极性基因 Scribble是一种抑癌基因，极性基因异常在肿瘤中的重要作用近年来受到很大关注，但认识还非常有限。我们预实验发现Scribble基因与非小细胞肺癌对顺铂敏感性密切相关。近年Tak Mak综述道ROS信号在决定肿瘤化学疗效中具有重要作用，顺铂等均可通过ROS起作用。而NOX家族是重要的ROS信号来源。我们初步的研究结果提示Scribble可与NOX家族核心蛋白p22phox结合，从而活化NOX亚基以及导致ROS信号蓄积，触发肿瘤细胞对顺铂发生凋亡，最终影响肿瘤细胞对化疗药物的敏感性；而回复Scribble水平显示其顺铂的敏感性明显上升。我们将探讨Scribble与NOX作用与Rac1活化的分子机制，以及Scribble在调控NOX蛋白泛素化降解的机制。并且探讨临床上Scribble作为肺癌化疗敏感性标志物以及预后指标的可能性，并为探索临床化疗敏感性提供新的治疗靶点。

Disruption of cell polarity is an important hallmark of cancer. A set of crucial polarity proteins are known as tumor suppressors based upon studies in Drosophila. The role polarity protein Scribble plays during tumorigenesis in mammals is still poorly understood. The appearance of cancer cell population loss sensitivity to chemotherapeutic agents represents a major problem in the treatment of cancer patients. The regulation of oxidative stress is an important factor in tumour responses to anticancer therapies.
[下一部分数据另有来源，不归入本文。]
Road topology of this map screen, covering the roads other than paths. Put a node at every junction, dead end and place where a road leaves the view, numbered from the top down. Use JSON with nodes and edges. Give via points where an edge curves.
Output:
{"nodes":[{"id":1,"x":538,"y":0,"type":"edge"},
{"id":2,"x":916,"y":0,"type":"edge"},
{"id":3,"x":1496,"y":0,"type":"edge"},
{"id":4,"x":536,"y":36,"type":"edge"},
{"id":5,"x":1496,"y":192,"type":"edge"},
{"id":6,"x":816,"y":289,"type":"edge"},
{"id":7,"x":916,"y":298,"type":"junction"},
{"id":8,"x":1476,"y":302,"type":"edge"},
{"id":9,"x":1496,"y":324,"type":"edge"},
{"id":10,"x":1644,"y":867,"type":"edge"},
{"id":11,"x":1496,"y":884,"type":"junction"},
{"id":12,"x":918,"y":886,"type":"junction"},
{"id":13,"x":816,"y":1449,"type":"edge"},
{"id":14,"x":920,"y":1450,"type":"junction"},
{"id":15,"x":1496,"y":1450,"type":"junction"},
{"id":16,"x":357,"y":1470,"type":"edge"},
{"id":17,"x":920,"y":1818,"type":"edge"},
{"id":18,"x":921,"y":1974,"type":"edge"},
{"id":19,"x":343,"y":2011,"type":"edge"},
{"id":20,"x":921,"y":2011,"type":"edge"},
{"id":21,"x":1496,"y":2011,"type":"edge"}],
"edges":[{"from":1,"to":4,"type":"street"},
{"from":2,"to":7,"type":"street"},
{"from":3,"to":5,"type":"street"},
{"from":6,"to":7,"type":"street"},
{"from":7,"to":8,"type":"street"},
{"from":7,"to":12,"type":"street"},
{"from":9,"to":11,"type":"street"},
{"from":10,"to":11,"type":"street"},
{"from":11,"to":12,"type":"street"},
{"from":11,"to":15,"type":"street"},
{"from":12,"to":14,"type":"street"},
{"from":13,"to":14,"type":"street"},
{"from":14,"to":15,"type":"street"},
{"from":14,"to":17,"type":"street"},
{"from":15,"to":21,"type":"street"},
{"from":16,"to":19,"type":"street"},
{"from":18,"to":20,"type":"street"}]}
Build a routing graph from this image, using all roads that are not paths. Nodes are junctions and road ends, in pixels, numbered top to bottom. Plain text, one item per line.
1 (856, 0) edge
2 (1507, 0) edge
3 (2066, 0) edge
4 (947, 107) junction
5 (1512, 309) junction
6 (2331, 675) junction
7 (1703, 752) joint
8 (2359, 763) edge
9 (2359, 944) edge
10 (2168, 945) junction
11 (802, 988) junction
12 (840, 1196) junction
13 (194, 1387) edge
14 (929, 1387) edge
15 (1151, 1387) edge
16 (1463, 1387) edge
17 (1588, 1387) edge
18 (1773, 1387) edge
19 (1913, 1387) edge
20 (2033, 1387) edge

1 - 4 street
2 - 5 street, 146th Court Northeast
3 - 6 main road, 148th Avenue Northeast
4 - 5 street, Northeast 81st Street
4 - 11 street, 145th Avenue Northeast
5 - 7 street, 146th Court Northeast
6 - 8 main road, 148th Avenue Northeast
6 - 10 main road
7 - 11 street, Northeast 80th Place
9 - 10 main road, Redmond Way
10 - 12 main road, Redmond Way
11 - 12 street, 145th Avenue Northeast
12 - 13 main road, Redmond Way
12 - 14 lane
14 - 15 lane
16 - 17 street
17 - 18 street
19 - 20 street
In fact, many antitumor agents, such as cisplatin, vinblastine, doxorubicin, camptothecin, neocarzinostatin and many others exhibit antitumor activity via ROS-dependent activation of apoptotic cell death, suggesting potential use of ROS as an antitumor principle. Thus, a unique anticancer strategy named "oxidation therapy" has been developed by inducing cytotoxic oxystress for cancer treatment. Drug resistance,the principal mechanism by which cancer develop resistance to chemotherapy drugs, is a major factor in the failure of chemotherapy. We generated several drug-resistant cancer cell lines, We demonstrated that downregulation of Scribble induced cisplatin-related drug resistance in those cells. This approach shows that decreased sensitivity to drug mediated by the loss of expression of Scribble, is one mechanism that tumor cells use to escape death induced by chemotherapeutic agents. However, the molecular mechanism by which Scribble regulates drug sensitivity to anti-cancer treatment has remained elusive. We showed that downregulation of Scribble conferred increased cisplatin resistance by blocking NOX-derived ROS signaling and apoptosis. This study will focuses on the pathologic role of the Scribble in lung cancer and on the potential therapeutic implication of targeting this axis for the treatment. we will demonstrated that Scribble binding to NADPH oxidase was critical for the generation of reactive oxygen species and cisplatin-induced apoptosis. . This work reveals a potential mechanism whereby polarity protein Scribble involves in redox signaling of cancer cells and impacts on redox-sensitive pathologies, such as resistance to apoptosis after treatment of NSCLC.Our study will enable us to predict the clinical effect of chemotherapy and, provides an effective and pivotal target for the development of new antitumor drugs.